Some Companies Already Use AI to Process Job Applicants
Gast believes many universities will begin to automate their application process. She pointed to the company Unilever and their employee selection process as an example. At Unilever, hopeful employees apply through a unique platform. After filling in the requisite info and linking profiles from sites like LinkedIn, the Unilever algorithm sorts them. Some applications get tossed out. Other applicants are invited to play a series of games that test characteristics such as risk-aversion and memory. Applicants who pass this level are then tested on ‘real-life’ situations. Everyone who makes it past this step is invited in for an in-person interview.
“Their approach replaces campus visits, eliminates the submission of résumés, reduces the number of interviews and increases the efficiency of the search process for both applicants and the company,” Gast said according to Times Higher Education. The process is also great for the company’s bottom line.
Professor Gast does not believe the university admissions process will ever be fully automated. “As it is, we do the best we can with the information we have…but AI can use some of that integrative analysis to help humans make better informed decisions,” she said.
It Won’t Just Be University Admissions; AI Will Change Everything
“University leaders have important roles to play in helping to manage the changes that define these times,” said Professor Gast. “These changes will affect our students, they will affect our staff, they will affect our neighbors, and they will affect society as a whole.”
Earlier this month, Gast wrote an excellent Op-Ed for Times Higher Education, “AI is the future but universities must retain the values of the past.” She points to the success of AlphaGo, an AI bot designed by DeepMinds which last year beat the world Go champion, as proof that algorithms can now truly accomplish complicated tasks.
She describes the current moment as a watershed, but urges that we learn from the lessons we have already developed. She quotes from two former MIT educators: Vannevar Bush and Chuck Vest. Though their advice has been compiled in volumes, Gast sums up Bush by writing, “He said that science is a proper concern of government. He advocated for the importance of fundamental research. He urged the removal of financial barriers to education. He stressed the importance of international collaboration. And he emphasised the necessity of competent and inspired teaching of science.”

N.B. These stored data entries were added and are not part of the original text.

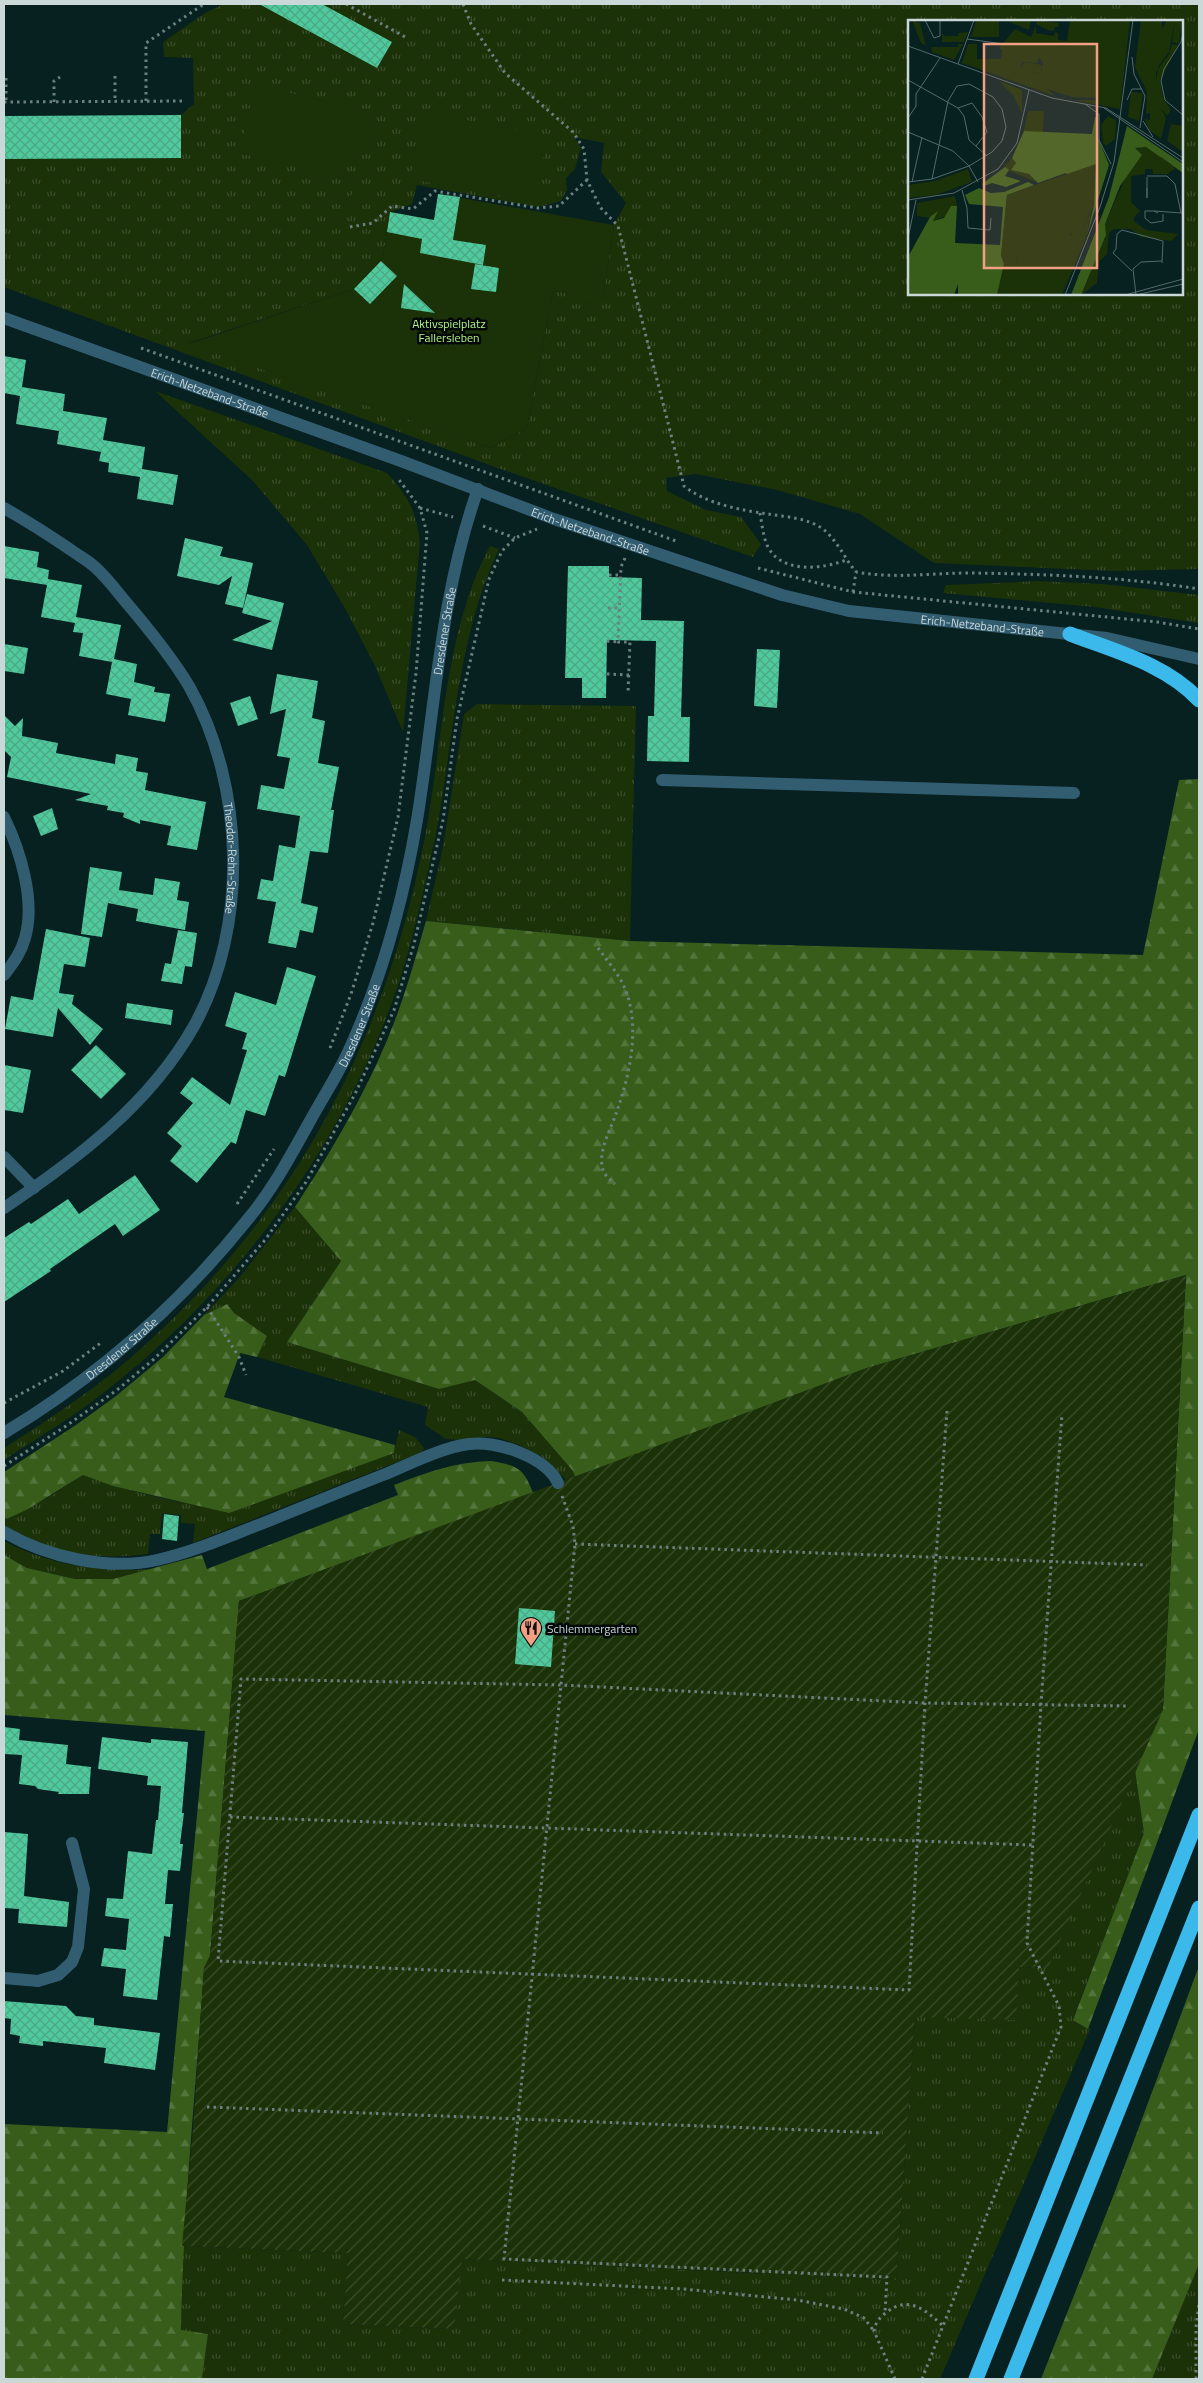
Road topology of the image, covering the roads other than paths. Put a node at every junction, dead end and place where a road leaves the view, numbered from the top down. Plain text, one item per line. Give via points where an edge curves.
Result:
1 (4, 318) edge
2 (478, 489) junction
3 (4, 508) edge
4 (1070, 634) junction
5 (1199, 659) edge
6 (1199, 700) edge
7 (662, 780) dead end
8 (1074, 793) dead end
9 (4, 817) edge
10 (4, 975) edge
11 (4, 1156) edge
12 (34, 1188) junction
13 (4, 1208) edge
14 (4, 1433) edge
15 (558, 1483) road end
16 (4, 1532) edge
17 (1199, 1815) edge
18 (72, 1843) dead end
19 (1199, 1908) edge
20 (4, 1978) edge
21 (976, 2379) edge
22 (1011, 2379) edge

1 - 2 street, Erich-Netzeband-Straße
2 - 4 street, Erich-Netzeband-Straße via 554,519 754,587 850,611
2 - 14 street, Dresdener Straße via 452,577 416,822 401,894 379,971 350,1049 284,1168 250,1218 215,1258 150,1325 56,1399
3 - 12 street, Theodor-Rehn-Straße via 96,567 152,632 189,687 215,746 231,812 233,885 221,963 194,1025 166,1068 133,1106 82,1152
4 - 5 street, Erich-Netzeband-Straße via 1107,638
4 - 6 highway via 1149,664
7 - 8 street
9 - 10 street via 15,840 28,907 26,937 17,959
11 - 12 street
12 - 13 street, Theodor-Rehn-Straße
15 - 16 street via 546,1468 514,1450 490,1444 468,1444 209,1544 156,1560 110,1564 57,1554
17 - 21 highway
18 - 20 street via 84,1890 78,1947 72,1962 58,1975 38,1981
19 - 22 highway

For many, AI’s growing role in society is a source of fear, especially when it comes to jobs that carry heavy consequences, like university admissions. We cannot simply do away with AI or stop it’s march forward. But we can work to ensure it works with and for us. In an age where university education in much of the developed world is increasingly prohibitive in cost, any measures that can lower tuition might be welcomed by future students, not feared.